You're involved in a car accident with your kids in the car. They are hurt, but the physical injuries heal. What you're worried about, though, is the emotional trauma.
An accident is certainly a traumatic event, likely the most traumatic that your kids can remember. It's important to know what red flags to look for.
If your children are teens, for example, they may have trouble sleeping or suffer chronic nightmares. Their behavioral habits may change, perhaps making them more reckless or leading to conflicts with friends. They could also deal with clinical depression or physical issues like frequent headaches.
Younger kids, between the ages of 6 and 11, may also have nightmares and trouble sleeping. You may notice their behavior change for no reason, especially at school, and they could become very withdrawn when they used to be outgoing. Many have issues paying attention and it can impact their ability to learn.

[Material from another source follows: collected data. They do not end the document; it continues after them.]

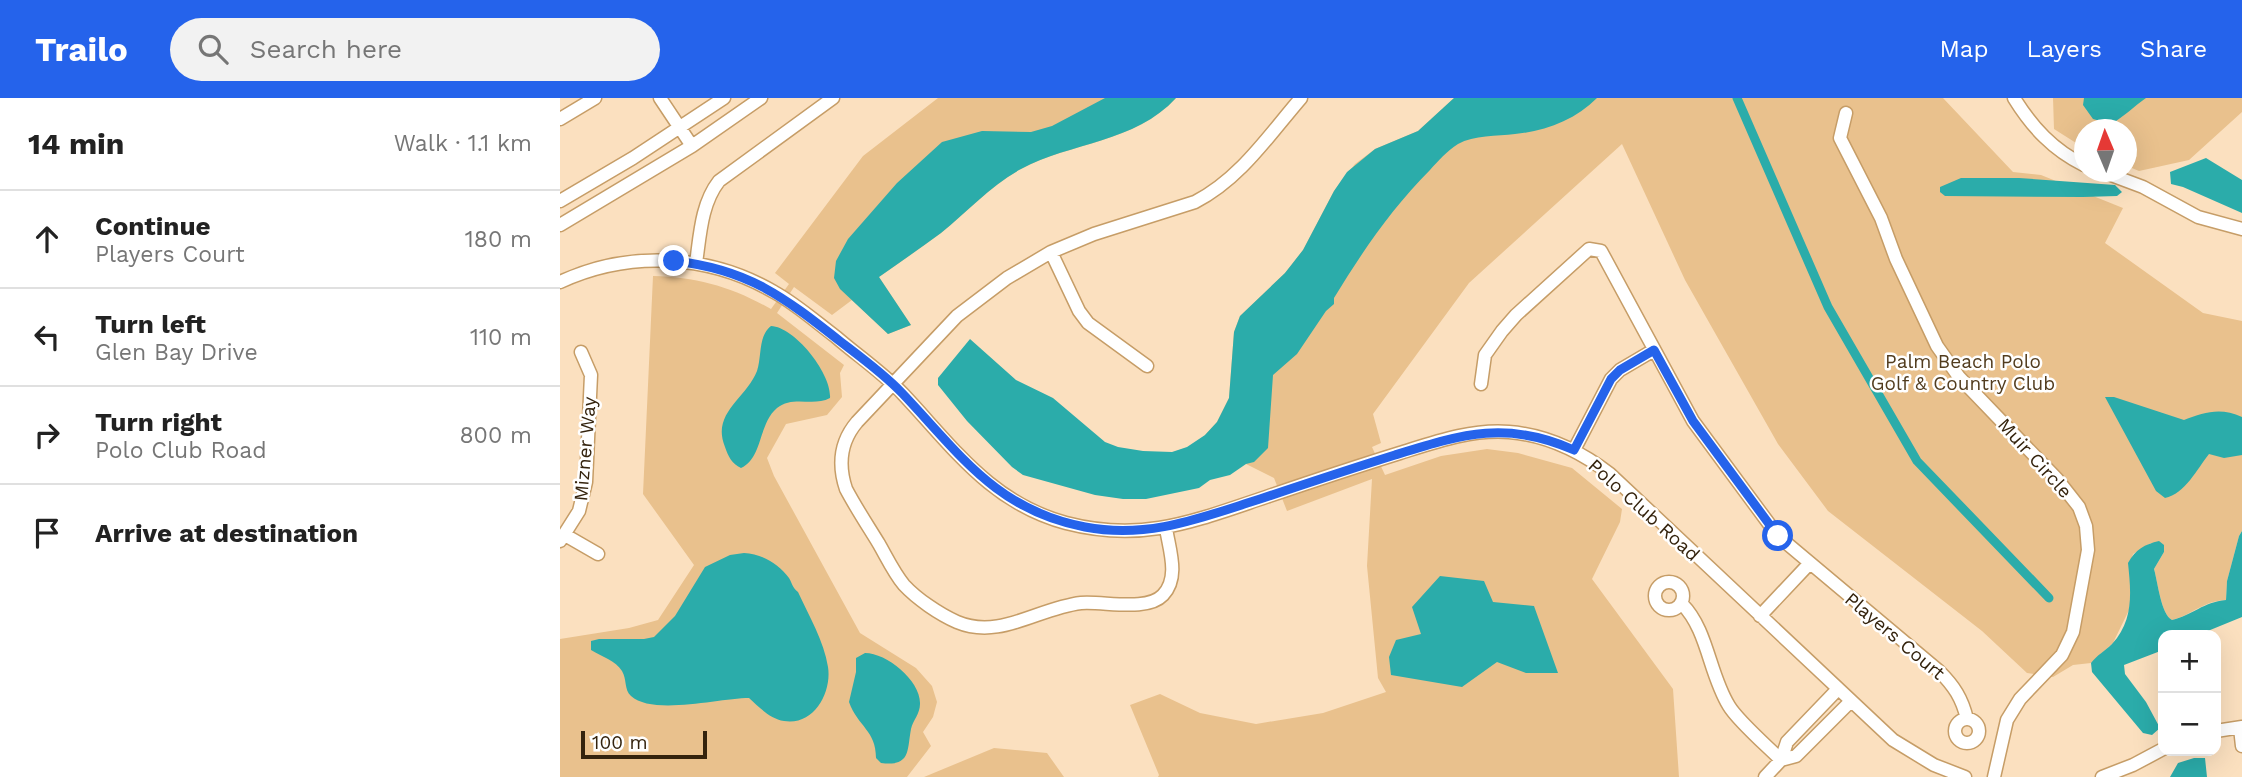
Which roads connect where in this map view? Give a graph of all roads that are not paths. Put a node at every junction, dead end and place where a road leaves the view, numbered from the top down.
1 (660, 98) edge
2 (724, 98) edge
3 (761, 98) edge
4 (834, 98) edge
5 (1301, 98) edge
6 (2014, 98) edge
7 (590, 99) edge
8 (1846, 113) dead end
9 (560, 119) edge
10 (681, 128) junction
11 (692, 146) junction
12 (2074, 158) edge
13 (2129, 182) edge
14 (560, 201) edge
15 (560, 225) edge
16 (2242, 229) edge
17 (1051, 252) junction
18 (696, 263) junction
19 (560, 282) edge
20 (1654, 350) junction
21 (581, 352) dead end
22 (1147, 366) dead end
23 (893, 384) junction
24 (1481, 384) dead end
25 (1574, 450) junction
26 (1166, 528) junction
27 (563, 538) edge
28 (598, 554) dead end
29 (1809, 564) junction
30 (1682, 604) dead end
31 (1760, 616) junction
32 (1837, 690) junction
33 (1850, 702) junction
34 (1967, 719) dead end
35 (2241, 727) edge
36 (2221, 730) edge
37 (2242, 746) edge
38 (2158, 752) edge
39 (1781, 760) junction
40 (1765, 777) edge
41 (1965, 777) edge
42 (1994, 777) edge
43 (2102, 777) edge

1 - 10 street
2 - 10 street
3 - 11 street
4 - 18 street
5 - 17 street
6 - 12 street
7 - 9 street
8 - 42 street, Muir Circle
10 - 11 street
10 - 14 street
11 - 15 street
13 - 16 street
17 - 22 street
17 - 23 street
18 - 19 street, Polo Club Road
18 - 23 street, Polo Club Road
20 - 24 street, Players Court
20 - 25 street
20 - 29 street, Players Court
21 - 27 street, Mizner Way
23 - 26 street, Polo Club Road
23 - 26 street
25 - 26 street, Polo Club Road
25 - 31 street, Polo Club Road
27 - 28 street
29 - 31 street
29 - 34 street, Players Court
30 - 39 street
31 - 32 street, Polo Club Road
32 - 33 street, Polo Club Road
32 - 39 street
33 - 39 street
33 - 41 street, Polo Club Road
35 - 36 street
35 - 37 street
38 - 43 street
39 - 40 street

It can be hard to tell when even younger children are suffering since they may be too young to communicate it effectively, but many parents see behavior regressions in those under 5 years old. For instance, a child who has not sucked his or her thumb in years may start doing it again. Kids may also become very clingy or suffer from separation anxiety.
Naturally, the trauma could be connected to how bad the accident was. For example, if a loved one was killed in the wreck and the children survived, it can have a dramatic impact on the kids who witnessed it.
If you or your children are suffering in this way, professional therapy and other such treatment may be needed. It's wise to find out if you have a right to compensation for these costs, along with the costs of the physical injuries.